Simplified acquisition and other thresholds going up
Contracting officers, rejoice! The quincennial adjustment of various federal acquisition thresholds arrived August 30 in a final ruling that becomes applicable starting Oct 1.
Among the changes is a rise in the simplified acquisition threshold from $100,000 to $150,000. That means that procurements worth up to 50 percent more than the old threshold will now be eligible for the simplified acquisition process, under which agencies need not bother with formal evaluation plans, nor establishing a competitive range, nor conducting discussions, nor scoring offers. Also, a contracting officer, not necessarily a source selection team, can choose the contract winner under simplified acquisition procedures.
The final rule also raises the threshold level of a simplified acquisition "pilot program" (it's been in place since 1997) that allows the government to apply simplified acquisition procedures in procurements now worth up to $6.5 million, provided that a contracting officer "reasonably expects" based on market research that offers will include only commercial items not worth more than that. The old limit on the "pilot program" was $5.5 million.
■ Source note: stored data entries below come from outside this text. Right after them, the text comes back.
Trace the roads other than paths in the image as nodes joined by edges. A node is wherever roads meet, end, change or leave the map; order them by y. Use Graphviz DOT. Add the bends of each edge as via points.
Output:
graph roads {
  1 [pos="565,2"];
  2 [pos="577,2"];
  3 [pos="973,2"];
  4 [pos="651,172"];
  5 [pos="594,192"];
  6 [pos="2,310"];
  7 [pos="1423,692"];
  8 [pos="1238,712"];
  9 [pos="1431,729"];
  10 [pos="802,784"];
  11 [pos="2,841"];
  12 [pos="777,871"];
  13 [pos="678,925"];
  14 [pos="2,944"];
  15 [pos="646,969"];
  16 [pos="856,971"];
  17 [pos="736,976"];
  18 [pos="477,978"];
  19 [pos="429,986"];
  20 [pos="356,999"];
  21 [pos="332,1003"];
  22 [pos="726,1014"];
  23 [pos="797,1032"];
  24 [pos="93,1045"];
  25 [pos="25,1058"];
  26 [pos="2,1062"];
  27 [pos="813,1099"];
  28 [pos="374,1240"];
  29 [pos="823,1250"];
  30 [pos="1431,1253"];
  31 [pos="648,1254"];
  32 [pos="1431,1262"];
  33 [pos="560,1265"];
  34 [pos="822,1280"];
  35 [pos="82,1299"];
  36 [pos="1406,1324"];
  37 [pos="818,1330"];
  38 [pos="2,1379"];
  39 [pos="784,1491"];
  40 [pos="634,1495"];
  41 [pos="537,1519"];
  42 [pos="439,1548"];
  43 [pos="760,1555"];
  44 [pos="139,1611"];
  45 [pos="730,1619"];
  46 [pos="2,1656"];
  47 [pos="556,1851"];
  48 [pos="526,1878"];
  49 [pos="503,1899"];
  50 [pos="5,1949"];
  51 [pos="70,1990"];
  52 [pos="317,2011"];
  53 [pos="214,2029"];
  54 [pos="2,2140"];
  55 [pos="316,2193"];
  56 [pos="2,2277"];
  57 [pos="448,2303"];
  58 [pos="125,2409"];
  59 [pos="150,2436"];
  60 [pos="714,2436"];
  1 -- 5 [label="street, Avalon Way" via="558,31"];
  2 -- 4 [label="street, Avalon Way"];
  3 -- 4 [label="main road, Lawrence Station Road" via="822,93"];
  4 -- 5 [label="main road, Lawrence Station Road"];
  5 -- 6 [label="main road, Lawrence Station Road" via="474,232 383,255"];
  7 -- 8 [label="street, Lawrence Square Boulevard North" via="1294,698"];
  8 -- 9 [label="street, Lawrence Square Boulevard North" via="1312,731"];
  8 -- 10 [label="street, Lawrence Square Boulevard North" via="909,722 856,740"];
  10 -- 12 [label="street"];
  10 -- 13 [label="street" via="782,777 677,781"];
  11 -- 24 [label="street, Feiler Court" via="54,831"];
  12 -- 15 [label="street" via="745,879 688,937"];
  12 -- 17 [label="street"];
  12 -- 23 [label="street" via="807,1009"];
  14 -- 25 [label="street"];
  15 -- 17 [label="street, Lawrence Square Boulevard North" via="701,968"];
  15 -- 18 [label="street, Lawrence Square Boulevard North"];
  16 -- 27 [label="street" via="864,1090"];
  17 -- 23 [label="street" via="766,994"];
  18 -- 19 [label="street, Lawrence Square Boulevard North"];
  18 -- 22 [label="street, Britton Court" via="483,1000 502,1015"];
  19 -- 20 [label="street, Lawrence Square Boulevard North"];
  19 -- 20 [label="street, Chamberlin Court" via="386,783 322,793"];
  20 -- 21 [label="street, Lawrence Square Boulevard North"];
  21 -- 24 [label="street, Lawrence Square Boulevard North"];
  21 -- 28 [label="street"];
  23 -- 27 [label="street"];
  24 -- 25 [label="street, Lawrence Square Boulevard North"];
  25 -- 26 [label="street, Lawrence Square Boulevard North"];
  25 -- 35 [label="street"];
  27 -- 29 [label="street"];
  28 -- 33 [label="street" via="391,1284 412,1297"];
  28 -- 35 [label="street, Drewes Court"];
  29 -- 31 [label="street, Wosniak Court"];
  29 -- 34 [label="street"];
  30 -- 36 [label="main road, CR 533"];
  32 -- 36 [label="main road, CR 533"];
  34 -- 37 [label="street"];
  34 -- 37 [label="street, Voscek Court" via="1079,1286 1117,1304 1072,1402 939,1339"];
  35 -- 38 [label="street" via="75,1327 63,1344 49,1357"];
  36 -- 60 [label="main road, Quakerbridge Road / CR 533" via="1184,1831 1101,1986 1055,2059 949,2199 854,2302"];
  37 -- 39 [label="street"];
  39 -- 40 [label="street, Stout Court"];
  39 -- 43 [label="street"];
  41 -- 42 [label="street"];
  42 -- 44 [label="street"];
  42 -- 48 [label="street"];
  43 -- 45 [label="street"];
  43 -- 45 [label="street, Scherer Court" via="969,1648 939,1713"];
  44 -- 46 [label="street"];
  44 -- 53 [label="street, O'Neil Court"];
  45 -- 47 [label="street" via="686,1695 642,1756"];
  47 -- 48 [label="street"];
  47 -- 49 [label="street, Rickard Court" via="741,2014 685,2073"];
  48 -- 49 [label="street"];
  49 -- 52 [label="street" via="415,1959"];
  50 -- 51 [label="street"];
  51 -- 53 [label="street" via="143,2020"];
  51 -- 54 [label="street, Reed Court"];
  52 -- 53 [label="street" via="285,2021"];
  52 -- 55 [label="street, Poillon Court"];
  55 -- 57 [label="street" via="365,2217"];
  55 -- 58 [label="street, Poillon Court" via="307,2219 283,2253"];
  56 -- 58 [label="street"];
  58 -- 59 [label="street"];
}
The distinction between procurements made through simplified acquisition procedure versus procurements under the threshold is slight, at least for a commercial items vendor. Mainly it matters because procurements above the threshold done with the procedure might be subject to scrutiny that acquisitions made under the threshold aren't. For example, contracting officers have to check a database called the Federal Awardee Performance and Integrity Information System (FAPIIS) for any procurement worth more than the threshold, but not for procurements worth less.
In addition, the final rule raises the contract value threshold after which prime contracts must submit a subcontracting plan. The old threshold for negotiated procurements, plus sealed bidding was $550,000. It now becomes $650,000.
The Truth In Negotiations Act's cost-or-pricing data threshold also gets elevated. Starting Oct. 1, contracting officers have an opportunity ask for cost-or-pricing data in order to determine price reasonableness starting with contracts worth $700,000. Until then, the threshold remains $650,000.
The Federal Acquisition Regulation discourages contracting officers from requesting cost-or-pricing data, even going so far as to mostly prohibit its use for price reasonableness determinations in the acquisition of commercial items.
Companies consider cost-or-pricing data a generally invasive tool, since if the government requests it, it's calling for all facts that affect price negotiations significantly.
Unchanged by the rule is the micro-purchase threshold, which holds fast generally at $3,000. Purchases made below the micro-purchase threshold don't require a contracting officer for completion. Above the threshold, however, only contracting officers in possession of a signed warrant from the agency's senior procurement executive can bind the government into a new contract.